(Exercise brief): Looking at the material below, work out how many of its lines hold the string "Hollywood". Give that figure alone.

(Supplied records):
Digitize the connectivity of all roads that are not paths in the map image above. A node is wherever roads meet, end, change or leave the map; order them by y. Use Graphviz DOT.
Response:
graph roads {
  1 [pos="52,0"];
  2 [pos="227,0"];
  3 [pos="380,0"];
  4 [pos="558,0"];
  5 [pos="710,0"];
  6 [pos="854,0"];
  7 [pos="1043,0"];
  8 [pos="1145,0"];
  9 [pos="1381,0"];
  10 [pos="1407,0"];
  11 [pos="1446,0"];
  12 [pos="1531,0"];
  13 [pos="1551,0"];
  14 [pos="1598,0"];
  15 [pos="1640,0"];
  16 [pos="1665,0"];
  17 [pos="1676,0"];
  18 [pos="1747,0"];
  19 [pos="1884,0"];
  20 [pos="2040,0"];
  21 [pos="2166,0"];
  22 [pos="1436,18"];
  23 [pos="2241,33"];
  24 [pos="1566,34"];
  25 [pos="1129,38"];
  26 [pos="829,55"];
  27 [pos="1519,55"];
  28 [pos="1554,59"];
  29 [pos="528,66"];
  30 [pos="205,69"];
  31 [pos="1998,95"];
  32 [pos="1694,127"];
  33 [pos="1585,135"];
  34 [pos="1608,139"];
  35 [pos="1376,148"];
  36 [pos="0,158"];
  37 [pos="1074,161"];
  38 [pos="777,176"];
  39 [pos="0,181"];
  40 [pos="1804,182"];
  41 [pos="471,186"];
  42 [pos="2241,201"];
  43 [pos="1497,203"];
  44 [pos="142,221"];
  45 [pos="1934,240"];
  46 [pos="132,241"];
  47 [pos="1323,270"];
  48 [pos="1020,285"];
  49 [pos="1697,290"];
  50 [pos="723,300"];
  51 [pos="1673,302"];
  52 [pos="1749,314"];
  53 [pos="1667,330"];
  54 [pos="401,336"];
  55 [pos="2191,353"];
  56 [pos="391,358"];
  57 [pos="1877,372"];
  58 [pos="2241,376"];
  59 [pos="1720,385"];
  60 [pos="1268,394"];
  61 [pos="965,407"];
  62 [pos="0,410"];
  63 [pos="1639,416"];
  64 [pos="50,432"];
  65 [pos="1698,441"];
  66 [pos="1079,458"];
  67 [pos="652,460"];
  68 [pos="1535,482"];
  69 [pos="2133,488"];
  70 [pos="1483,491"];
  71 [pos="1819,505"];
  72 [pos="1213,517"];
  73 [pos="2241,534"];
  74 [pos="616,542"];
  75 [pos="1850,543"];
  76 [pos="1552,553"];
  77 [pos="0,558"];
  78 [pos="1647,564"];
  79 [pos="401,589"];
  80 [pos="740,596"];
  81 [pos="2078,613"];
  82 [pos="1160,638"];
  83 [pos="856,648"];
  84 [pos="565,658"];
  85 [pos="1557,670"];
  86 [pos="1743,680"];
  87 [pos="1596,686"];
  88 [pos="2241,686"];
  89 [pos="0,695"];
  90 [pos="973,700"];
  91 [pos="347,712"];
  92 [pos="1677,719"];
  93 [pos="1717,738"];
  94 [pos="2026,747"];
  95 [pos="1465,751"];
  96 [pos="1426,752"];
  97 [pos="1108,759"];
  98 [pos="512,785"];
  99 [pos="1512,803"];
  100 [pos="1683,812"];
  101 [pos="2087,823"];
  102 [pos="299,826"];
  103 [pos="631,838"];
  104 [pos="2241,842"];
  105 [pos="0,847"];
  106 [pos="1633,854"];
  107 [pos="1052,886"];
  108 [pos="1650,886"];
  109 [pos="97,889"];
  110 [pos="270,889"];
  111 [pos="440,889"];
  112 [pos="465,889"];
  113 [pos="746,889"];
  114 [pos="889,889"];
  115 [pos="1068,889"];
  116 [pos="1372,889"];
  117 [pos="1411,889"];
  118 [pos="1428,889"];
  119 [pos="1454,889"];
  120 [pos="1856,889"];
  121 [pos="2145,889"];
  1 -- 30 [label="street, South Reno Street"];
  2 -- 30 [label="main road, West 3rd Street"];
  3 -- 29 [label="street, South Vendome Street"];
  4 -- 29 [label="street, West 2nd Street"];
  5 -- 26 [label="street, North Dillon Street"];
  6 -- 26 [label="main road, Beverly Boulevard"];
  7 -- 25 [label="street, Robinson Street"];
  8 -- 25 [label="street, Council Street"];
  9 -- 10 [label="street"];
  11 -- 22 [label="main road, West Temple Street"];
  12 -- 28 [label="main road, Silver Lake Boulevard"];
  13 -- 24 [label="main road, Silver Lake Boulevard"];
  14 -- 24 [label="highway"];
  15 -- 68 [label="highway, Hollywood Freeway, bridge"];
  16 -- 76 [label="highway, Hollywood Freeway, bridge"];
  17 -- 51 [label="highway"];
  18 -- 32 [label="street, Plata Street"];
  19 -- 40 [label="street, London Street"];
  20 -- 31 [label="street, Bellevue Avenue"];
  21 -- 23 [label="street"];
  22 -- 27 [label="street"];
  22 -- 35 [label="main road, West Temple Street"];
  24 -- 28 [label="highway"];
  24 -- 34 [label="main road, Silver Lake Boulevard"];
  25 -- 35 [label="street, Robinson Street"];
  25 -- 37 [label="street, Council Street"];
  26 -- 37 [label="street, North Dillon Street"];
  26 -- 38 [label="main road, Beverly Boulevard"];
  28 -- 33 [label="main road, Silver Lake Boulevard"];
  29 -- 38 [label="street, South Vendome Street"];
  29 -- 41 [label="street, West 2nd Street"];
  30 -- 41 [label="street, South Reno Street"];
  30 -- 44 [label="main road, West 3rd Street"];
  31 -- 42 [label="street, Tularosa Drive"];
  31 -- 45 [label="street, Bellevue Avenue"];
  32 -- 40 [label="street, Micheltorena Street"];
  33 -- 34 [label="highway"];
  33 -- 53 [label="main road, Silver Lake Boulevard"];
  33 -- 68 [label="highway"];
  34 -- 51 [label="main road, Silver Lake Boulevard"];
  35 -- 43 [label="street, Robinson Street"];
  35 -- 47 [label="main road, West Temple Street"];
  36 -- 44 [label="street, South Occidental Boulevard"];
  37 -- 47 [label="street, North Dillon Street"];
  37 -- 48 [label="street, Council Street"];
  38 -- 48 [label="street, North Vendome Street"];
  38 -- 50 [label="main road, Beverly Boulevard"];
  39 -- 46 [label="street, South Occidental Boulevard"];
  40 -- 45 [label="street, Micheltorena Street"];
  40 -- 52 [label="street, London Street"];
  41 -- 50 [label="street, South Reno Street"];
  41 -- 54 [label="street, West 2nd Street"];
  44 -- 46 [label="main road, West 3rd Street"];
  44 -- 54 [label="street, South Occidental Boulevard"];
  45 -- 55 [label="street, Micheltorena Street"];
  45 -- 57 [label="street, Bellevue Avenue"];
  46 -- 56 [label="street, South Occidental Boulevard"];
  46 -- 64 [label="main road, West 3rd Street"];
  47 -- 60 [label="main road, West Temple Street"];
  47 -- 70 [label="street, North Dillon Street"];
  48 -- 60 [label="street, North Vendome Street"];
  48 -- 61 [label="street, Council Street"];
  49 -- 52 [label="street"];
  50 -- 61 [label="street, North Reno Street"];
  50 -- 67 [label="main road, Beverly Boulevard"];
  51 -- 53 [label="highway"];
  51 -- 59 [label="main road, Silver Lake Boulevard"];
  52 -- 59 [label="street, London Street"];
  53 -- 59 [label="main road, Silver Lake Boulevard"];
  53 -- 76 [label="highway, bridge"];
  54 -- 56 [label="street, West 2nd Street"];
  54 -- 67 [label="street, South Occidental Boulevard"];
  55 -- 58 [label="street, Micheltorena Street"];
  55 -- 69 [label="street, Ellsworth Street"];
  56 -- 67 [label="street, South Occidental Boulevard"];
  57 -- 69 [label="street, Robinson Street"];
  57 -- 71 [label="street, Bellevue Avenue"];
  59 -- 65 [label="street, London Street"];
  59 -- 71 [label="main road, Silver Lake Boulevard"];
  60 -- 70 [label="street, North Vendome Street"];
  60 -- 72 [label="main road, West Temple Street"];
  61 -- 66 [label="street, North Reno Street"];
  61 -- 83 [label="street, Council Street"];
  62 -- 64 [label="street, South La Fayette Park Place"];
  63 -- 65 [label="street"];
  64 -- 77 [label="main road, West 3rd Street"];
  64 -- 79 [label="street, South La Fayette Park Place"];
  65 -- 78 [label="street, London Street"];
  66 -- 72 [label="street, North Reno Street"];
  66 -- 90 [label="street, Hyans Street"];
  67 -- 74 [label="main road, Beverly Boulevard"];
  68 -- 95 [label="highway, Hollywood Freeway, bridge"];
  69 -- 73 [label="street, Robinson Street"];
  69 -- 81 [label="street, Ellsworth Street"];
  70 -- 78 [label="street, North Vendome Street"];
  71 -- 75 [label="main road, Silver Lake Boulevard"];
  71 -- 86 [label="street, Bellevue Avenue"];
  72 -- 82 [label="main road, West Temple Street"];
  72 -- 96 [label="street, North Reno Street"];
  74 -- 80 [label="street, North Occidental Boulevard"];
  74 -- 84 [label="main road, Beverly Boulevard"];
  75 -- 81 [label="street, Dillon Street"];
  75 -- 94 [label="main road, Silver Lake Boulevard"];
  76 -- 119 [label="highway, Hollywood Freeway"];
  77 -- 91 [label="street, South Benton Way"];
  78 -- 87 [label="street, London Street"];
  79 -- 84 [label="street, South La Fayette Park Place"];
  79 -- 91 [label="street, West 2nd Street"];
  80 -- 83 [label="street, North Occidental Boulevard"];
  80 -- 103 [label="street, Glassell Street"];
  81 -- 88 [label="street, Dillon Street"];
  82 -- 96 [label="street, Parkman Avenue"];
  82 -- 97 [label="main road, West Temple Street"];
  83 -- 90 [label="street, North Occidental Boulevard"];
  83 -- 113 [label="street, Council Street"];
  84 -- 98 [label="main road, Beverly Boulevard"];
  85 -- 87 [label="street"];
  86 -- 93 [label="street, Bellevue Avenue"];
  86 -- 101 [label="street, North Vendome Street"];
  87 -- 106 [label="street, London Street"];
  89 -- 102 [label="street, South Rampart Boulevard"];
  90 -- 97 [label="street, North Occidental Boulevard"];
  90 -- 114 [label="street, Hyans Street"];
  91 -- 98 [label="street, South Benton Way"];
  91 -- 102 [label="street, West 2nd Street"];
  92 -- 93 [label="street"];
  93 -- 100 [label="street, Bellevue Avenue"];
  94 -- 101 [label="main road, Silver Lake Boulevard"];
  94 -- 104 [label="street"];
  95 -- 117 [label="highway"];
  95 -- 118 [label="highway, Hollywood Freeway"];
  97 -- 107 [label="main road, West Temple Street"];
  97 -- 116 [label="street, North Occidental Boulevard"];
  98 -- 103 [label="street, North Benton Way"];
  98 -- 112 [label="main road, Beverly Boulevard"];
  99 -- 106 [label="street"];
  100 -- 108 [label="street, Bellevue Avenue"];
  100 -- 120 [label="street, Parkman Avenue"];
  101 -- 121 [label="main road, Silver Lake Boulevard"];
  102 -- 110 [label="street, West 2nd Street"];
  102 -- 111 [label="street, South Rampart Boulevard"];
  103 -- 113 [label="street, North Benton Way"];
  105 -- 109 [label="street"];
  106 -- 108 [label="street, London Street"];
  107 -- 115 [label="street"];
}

(Written answer): 5